What is the "standard" way of proving that the transition map is $C^{\infty}$?

Question

Sorry if this is a vague question.

I was handed a map between two manifolds, say, $M\to \mathbb{R^n}$. I was indeed able to find an open cover of $M$ and show that there is a homeomorphism between each open set and some open subset of $\mathbb{R^n}$. Proving homeomorphism usually takes me a long time but it's usually doable. But when it comes to showing that each chart is $C^{\infty}$-compatible, in other words, every transition map is smooth, I'm getting nowhere.

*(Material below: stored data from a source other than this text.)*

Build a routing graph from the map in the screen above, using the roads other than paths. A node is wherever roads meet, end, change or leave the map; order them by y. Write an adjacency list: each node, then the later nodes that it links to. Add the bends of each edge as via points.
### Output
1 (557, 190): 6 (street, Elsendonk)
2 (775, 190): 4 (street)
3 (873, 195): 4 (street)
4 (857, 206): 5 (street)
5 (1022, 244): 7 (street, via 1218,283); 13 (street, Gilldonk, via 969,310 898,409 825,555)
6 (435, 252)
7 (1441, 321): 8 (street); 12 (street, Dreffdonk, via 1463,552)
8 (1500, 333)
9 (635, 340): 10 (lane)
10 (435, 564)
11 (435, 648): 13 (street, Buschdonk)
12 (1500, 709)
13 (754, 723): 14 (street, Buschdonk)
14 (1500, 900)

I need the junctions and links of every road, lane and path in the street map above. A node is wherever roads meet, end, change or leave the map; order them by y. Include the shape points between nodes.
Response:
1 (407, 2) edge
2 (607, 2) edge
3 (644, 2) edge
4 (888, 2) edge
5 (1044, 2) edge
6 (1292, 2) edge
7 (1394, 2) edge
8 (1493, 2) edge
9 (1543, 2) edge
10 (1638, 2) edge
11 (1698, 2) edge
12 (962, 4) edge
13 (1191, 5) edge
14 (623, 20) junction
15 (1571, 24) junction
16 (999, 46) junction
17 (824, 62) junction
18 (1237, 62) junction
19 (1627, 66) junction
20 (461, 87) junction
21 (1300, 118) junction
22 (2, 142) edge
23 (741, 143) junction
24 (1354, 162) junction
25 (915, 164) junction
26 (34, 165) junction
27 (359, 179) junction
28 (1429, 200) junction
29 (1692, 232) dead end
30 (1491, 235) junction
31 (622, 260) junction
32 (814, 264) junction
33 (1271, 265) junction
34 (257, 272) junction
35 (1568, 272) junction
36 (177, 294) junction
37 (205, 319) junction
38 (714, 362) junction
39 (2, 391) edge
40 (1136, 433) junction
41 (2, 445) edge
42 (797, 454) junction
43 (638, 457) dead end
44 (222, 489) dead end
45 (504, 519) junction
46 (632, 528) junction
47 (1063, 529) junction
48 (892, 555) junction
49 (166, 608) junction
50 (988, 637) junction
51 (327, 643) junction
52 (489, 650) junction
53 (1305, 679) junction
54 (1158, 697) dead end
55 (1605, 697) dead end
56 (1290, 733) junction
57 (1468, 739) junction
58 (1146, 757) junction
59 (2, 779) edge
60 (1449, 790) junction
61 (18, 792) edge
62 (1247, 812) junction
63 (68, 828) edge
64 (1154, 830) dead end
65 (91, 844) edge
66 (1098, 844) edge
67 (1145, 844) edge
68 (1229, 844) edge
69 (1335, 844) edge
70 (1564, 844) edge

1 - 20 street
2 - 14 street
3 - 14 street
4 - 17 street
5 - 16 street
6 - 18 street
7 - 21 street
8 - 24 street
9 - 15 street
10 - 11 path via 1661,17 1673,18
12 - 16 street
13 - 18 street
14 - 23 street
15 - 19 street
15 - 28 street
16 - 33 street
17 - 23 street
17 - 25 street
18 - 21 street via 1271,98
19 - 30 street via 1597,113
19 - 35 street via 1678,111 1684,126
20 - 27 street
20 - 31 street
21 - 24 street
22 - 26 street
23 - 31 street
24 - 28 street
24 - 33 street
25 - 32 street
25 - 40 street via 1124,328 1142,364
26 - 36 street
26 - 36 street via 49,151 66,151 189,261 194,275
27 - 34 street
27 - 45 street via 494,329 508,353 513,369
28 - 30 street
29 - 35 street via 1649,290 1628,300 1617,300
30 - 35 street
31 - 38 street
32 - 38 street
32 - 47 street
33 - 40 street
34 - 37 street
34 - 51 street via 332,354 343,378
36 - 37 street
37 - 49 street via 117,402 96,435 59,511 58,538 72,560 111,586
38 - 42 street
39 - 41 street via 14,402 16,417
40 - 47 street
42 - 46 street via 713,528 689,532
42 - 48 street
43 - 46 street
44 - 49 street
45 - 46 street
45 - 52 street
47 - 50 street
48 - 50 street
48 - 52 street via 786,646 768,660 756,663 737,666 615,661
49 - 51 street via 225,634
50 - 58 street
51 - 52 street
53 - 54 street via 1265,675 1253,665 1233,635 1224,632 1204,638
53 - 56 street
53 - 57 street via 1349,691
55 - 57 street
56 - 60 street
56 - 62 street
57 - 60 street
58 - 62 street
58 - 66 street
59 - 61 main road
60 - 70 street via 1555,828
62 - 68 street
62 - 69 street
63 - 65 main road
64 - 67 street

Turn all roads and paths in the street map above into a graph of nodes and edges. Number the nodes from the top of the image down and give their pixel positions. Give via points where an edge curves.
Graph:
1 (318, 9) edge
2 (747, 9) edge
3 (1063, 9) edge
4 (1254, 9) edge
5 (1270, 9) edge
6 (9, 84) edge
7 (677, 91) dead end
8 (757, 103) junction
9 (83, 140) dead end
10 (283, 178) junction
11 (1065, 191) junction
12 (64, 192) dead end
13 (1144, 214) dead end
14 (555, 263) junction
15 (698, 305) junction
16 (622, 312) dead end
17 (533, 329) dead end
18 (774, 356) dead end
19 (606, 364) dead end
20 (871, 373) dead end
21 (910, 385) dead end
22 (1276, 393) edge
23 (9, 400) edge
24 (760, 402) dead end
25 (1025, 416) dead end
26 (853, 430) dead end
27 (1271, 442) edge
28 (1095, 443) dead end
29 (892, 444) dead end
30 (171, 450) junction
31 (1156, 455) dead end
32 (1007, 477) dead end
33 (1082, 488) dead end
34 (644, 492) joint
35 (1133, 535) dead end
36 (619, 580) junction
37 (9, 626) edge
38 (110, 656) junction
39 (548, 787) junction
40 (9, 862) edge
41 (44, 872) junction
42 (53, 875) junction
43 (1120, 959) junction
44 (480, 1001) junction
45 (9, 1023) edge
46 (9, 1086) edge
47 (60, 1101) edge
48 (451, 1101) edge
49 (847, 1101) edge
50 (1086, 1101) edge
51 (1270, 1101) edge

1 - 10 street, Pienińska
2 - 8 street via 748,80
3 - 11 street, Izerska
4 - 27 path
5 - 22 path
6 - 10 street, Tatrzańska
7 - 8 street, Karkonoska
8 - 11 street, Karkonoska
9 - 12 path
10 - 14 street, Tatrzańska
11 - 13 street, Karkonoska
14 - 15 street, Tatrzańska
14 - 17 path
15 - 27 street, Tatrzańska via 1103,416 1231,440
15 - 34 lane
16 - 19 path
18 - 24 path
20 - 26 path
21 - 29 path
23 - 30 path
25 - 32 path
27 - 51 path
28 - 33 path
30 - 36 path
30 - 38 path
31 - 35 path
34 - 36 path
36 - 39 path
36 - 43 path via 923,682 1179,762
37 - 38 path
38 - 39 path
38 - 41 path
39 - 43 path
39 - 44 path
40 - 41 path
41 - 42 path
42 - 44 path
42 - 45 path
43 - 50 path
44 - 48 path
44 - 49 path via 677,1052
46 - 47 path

The same situation again happened on proving that Grassmannian in the case of $G(2,4)$ has a smooth structure. I identified each open set that covers $G(2,4)$ and proved homeomorphism, but then when it comes to proving the smoothness of transition maps, I get nowhere again. I get the map between two set of matrices and I had no idea how to argue. I think this happens because general theorems on homeomorphism are well-known but smoothness is really different for every situation. But since I am really having trouble proving smoothness, I'd like to know if there is any standard way or theorem of showing that the transition map is smooth. Thank you for your answers.

Answer 1

Well, if you're working with $\mathbb{R}^n$, smoothness just means that every component is smooth in all the others (due to some MVT argument, it even suffices to be smooth in every variable separately). And the next trick is that everything you are doing in the Grassmann example is rational (as in: your transition functions are ultimately rational functions), and rational functions are always smooth (where defined).